Compared to earlier national assessments, this year’s uses far stronger language and “unequivocally” blames the burning of coal, oil and gas for climate change.

The 37-chapter assessment includes an interactive atlas that zooms down to the county level. It finds that climate change is affecting people’s security, health and livelihoods in every corner of the country in different ways, with minority and Native American communities often disproportionately at risk.

In Alaska, which is warming two to three times faster than the global average, reduced snowpack, shrinking glaciers, thawing permafrost, acidifying oceans and disappearing sea ice have affected everything from the state’s growing season, to hunting and fishing, with projections raising questions about whether some Indigenous communities should be relocated.

The Southwest is experiencing more drought and extreme heat – including 31 consecutive days this summer when Phoenix’s daily high temperatures reached or exceeded 110 degrees – reducing water supplies and increasing wildfire risk.

Northeastern cities are seeing more extreme heat, flooding and poor air quality, as well as risks to infrastructure, while drought and floods exacerbated by climate change threaten farming and ecosystems in rural areas.

In the Midwest, both extreme drought and flooding threaten crops and animal production, which can affect the global food supply.

In the northern Great Plains, weather extremes like drought and flooding, as well as declining water resources, threaten an economy dependent largely on crops, cattle, energy production and recreation. Meanwhile, water shortages in parts of the southern Great Plains are projected to worsen, while high temperatures are expected to break records in all three states by midcentury.

In the Southeast, minority and Native American communities -- who may live in areas with higher exposures to extreme heat, pollution and flooding — have fewer resources to prepare for or to escape the effects of climate change.

In the Northwest, hotter days and nights that don't cool down much have resulted in drier streams and less snowpack, leading to increased risk of drought and wildfires. The climate disturbance has also brought damaging extreme rain.

Hawaii and other Pacific islands, as well as the U.S. Caribbean, are increasingly vulnerable to the extremes of drought and heavy rain as well as sea level rise and natural disaster as temperatures warm.

The United States will warm in the future about 40% more than the world as a total, the assessment said. The AP calculated, using others' global projections, that that means America would get about 3.8 degrees (2.1 degrees Celsius) hotter by the end of the century.

Hotter average temperatures means weather that is even more extreme.

“The news is not good, but it is also not surprising,” said University of Colorado's Waleed Abdalati, a former NASA chief scientist who was not part of this report. “What we are seeing is a manifestation of changes that were anticipated over the last few decades.”

The 2,200-page report comes after five straight months when the globe set monthly and daily heat records. It comes as the U.S. has set a record with 25 different weather disasters this year that caused at least $1 billion in damage.

“Climate change is finally moving from an abstract future issue to a present, concrete, relevant issue. It’s happening right now,” said report lead author Katharine Hayhoe, chief scientist at the Nature Conservancy and a professor at Texas Tech University. Five years ago, when the last assessment was issued, fewer people were experiencing climate change firsthand.

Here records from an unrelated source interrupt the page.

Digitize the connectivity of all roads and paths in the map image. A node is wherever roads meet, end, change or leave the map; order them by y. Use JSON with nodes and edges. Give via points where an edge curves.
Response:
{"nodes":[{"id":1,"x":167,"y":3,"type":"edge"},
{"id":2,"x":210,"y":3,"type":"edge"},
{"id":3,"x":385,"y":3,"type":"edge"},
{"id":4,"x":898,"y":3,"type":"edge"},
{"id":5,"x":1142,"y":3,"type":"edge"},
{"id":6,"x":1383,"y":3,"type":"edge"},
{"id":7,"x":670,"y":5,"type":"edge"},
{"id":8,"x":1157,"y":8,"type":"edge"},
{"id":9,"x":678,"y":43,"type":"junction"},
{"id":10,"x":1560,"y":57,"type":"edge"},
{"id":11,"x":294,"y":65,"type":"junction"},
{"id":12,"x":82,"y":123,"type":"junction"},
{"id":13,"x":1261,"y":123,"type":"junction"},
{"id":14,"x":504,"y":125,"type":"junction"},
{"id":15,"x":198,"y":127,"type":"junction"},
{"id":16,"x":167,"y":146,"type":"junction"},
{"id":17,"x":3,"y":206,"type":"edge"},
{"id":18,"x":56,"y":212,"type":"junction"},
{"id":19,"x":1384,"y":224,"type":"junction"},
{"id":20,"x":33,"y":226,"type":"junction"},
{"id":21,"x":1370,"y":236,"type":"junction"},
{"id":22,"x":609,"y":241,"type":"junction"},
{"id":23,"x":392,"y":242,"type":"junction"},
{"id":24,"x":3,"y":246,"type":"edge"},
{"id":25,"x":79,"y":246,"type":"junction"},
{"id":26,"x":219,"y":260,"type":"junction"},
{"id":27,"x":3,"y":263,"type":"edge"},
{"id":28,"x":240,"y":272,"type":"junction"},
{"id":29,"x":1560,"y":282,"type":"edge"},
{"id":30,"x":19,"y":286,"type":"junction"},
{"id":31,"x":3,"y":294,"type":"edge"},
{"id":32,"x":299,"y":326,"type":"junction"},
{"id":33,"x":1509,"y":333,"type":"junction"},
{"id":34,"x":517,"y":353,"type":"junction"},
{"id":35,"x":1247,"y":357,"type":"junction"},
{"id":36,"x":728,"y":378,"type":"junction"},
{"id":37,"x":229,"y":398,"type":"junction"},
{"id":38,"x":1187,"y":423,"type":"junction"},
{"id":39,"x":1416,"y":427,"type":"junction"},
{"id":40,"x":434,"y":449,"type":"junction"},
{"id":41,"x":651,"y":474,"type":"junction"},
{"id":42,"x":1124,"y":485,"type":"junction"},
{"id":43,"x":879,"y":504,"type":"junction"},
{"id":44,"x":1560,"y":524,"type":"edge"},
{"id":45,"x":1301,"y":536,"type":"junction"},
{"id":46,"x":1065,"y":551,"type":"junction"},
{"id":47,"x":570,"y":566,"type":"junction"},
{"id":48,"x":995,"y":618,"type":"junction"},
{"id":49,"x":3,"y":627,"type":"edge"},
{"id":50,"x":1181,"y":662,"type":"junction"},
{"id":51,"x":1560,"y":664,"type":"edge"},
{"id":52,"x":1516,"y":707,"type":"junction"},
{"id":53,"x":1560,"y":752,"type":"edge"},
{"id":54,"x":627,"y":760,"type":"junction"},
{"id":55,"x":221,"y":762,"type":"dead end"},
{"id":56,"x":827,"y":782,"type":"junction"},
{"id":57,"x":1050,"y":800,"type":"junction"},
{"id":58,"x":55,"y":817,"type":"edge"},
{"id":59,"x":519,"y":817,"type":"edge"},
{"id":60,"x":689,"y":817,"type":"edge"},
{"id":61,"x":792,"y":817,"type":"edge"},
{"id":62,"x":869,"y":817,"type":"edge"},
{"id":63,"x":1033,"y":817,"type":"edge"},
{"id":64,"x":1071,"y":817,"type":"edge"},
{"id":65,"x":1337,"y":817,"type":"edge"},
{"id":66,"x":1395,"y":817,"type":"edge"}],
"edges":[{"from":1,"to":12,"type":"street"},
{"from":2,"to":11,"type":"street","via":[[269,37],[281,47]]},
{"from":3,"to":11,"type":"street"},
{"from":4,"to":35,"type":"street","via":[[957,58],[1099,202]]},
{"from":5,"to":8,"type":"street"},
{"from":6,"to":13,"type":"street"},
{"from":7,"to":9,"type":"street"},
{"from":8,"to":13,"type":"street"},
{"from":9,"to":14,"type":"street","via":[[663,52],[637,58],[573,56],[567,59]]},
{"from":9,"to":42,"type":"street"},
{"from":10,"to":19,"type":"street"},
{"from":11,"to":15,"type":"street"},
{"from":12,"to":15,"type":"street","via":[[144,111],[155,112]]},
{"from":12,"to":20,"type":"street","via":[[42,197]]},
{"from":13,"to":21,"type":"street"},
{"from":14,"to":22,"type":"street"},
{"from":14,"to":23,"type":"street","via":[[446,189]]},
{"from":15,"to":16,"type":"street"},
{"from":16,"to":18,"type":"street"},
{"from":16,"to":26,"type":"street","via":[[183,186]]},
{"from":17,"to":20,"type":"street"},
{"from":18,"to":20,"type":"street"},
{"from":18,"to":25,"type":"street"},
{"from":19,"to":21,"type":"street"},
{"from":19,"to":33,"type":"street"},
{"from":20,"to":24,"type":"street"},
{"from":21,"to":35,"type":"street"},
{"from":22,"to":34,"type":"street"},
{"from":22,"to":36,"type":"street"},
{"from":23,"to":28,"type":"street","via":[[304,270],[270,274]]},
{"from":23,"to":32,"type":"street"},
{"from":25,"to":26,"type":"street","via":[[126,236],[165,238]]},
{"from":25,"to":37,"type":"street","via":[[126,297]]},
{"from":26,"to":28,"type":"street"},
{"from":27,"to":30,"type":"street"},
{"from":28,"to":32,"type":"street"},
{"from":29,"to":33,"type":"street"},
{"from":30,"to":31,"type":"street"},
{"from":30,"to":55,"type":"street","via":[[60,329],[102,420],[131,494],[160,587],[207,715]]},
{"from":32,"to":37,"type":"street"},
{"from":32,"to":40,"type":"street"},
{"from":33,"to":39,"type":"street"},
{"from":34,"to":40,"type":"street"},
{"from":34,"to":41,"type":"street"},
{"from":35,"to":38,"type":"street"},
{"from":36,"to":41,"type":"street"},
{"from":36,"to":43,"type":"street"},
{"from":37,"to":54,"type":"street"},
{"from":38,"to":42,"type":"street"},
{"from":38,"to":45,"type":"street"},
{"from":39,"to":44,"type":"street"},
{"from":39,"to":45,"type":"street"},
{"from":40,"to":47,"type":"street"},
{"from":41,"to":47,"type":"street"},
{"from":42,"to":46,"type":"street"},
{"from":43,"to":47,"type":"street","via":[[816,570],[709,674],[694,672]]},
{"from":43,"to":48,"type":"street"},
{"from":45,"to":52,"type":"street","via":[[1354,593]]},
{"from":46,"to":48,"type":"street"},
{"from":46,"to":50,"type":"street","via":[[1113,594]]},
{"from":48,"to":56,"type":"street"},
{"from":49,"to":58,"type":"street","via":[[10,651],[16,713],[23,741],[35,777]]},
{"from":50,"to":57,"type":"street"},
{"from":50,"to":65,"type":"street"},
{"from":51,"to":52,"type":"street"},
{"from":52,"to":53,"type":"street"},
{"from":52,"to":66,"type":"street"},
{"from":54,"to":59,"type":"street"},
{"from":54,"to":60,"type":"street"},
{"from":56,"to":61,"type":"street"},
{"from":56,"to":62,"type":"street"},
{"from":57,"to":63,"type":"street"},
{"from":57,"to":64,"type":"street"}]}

Surveys this year by The Associated Press-NORC Center for Public Affairs Research show that.

In September, about 9 in 10 Americans (87%) said they'd experienced at least one extreme weather event in the past five years — drought, extreme heat, severe storms, wildfires or flooding. That was up from 79% who said that in April.

Hayhoe said there's also a new emphasis in the assessment on marginalized communities.

“It is less a matter ... of what hits where, but more what hits whom and how well those people can manage the impacts,” said University of Colorado's Abdalati, whose saw much of his neighborhood destroyed in the 2021 Marshall wildfire.

Biden administration officials emphasize that all is not lost and the report details actions to reduce emissions and adapt to what's coming.

By cleaning up industry, how electricity is made and how transport is powered, climate change can be dramatically reduced. Hausfather said when emissions stops, warming stops, "so we can stop this acceleration if we as a society get our act together.”

But some scientists said parts of the assessment are too optimistic.

“The report's rosy graphics and outlook obscure the dangers approaching,” Stanford University climate scientist Rob Jackson said. “We are not prepared for what's coming.”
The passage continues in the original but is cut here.